Nuestros particularismos no son iguales a los que Ortega identificó para España. Nuestros regionalismos son escasos, más allá de los alardes pasados de quienes pensaban que trabajaban mientras otros pensábamos o soñábamos. Nuestra desvertebración tiene otras causas. Si la palabra no significara tan poco, podría hablarse de representatividad o, mejor aún, de su pérdida. Las autoridades (públicas, privadas, sociales) provienen de procesos formales que las legitiman para estar donde están, pero no tienen la posibilidad de hacer algo por los intereses de quienes los nombraron o eligieron, de sus representados, ni éstos para remover a aquéllos.

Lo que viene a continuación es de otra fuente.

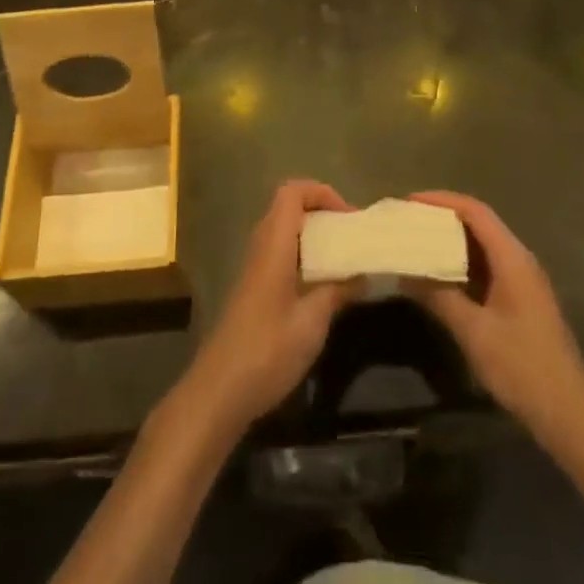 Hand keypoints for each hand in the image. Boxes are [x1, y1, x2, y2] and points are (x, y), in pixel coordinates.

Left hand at [177, 180, 355, 436]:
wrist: (219, 391)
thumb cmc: (267, 351)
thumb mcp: (312, 322)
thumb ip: (337, 291)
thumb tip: (364, 273)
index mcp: (274, 244)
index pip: (292, 192)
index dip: (321, 193)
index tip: (349, 217)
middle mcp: (261, 247)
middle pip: (289, 208)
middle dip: (322, 213)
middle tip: (351, 235)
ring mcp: (255, 268)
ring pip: (285, 232)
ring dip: (314, 236)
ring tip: (344, 257)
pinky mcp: (255, 289)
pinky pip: (281, 254)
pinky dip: (304, 256)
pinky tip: (324, 285)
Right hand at [405, 191, 583, 444]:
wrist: (569, 414)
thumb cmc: (522, 367)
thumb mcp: (474, 332)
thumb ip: (439, 297)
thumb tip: (405, 272)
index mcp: (512, 258)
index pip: (475, 211)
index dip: (442, 200)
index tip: (410, 201)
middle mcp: (519, 260)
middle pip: (479, 224)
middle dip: (443, 218)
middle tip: (409, 221)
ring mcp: (522, 281)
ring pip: (482, 247)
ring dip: (451, 242)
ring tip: (417, 243)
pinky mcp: (521, 301)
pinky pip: (487, 268)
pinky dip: (461, 265)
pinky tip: (440, 277) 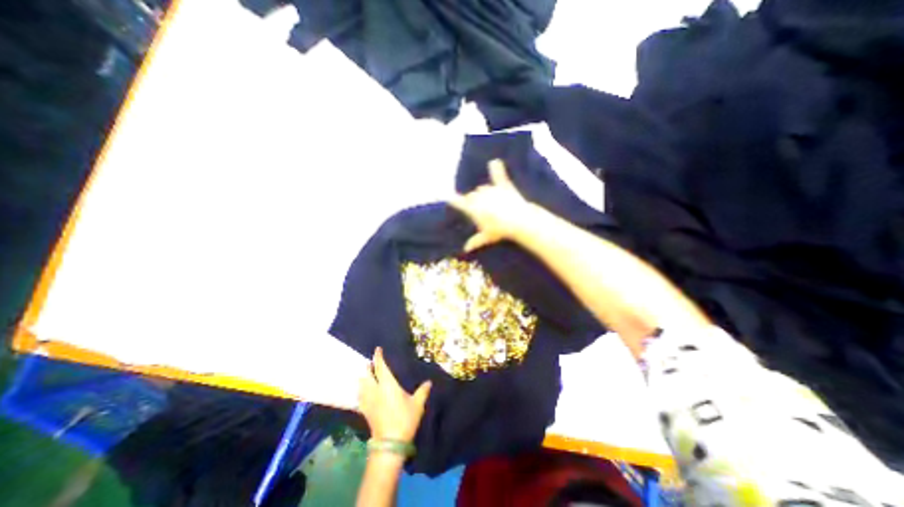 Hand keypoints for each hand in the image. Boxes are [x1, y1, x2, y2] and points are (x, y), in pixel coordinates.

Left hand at [358, 347, 431, 440]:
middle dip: (368, 367)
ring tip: (366, 375)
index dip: (378, 357)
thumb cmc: (405, 419)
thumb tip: (429, 382)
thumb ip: (422, 391)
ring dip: (363, 378)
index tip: (377, 349)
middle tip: (371, 362)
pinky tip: (362, 392)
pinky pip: (360, 397)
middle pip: (367, 375)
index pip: (380, 367)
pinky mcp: (365, 411)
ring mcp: (368, 401)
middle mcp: (375, 390)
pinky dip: (360, 391)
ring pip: (361, 385)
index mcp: (388, 384)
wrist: (390, 443)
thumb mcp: (417, 404)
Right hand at [447, 159, 530, 250]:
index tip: (449, 198)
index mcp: (472, 208)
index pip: (458, 202)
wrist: (517, 221)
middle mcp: (479, 196)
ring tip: (492, 203)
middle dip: (474, 200)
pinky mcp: (503, 186)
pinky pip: (498, 175)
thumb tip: (465, 250)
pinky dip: (496, 168)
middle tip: (482, 210)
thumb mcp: (486, 238)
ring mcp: (491, 190)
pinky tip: (495, 162)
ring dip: (484, 193)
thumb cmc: (499, 230)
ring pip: (483, 188)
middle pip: (472, 195)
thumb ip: (475, 242)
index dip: (453, 200)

Por lo que se comprometieron para arribar al cargo o por los constreñimientos para ejercerlo, la desvinculación se actualiza y la desvertebración se acrecienta. Una red de intereses supraorgánicos impera. No es metafísica. Los financiamientos para campañas o procesos, la apertura de espacios para el ascenso, las posibilidades de hacer u ocultar negocios, las complicidades para dejar hacer y dejar pasar, la repetición acrítica de una ideología o el mantenimiento del statu quo suponiendo su neutralidad o naturalidad, desvinculan y separan. Las leyes no ordenan y causan su propia ineficiencia; su aplicación es excepcional y crea nuevas y diversificadas excepciones. Los esfuerzos oligárquicos, nacionales y externos, disuelven lo que quisiéramos organizado. En el horizonte están quienes apuestan a que, como suponen actúa el mercado, la suma de particularismos generará equilibrio, y quienes entienden que la acción de unos pocos creará el orden. Pobres soluciones ambas. Nuestra vertebración pasa por la reconstitución de las representatividades sin afán corporativo. Como articuladoras de la pluralidad individual en colectivos intermedios, críticos y demandantes.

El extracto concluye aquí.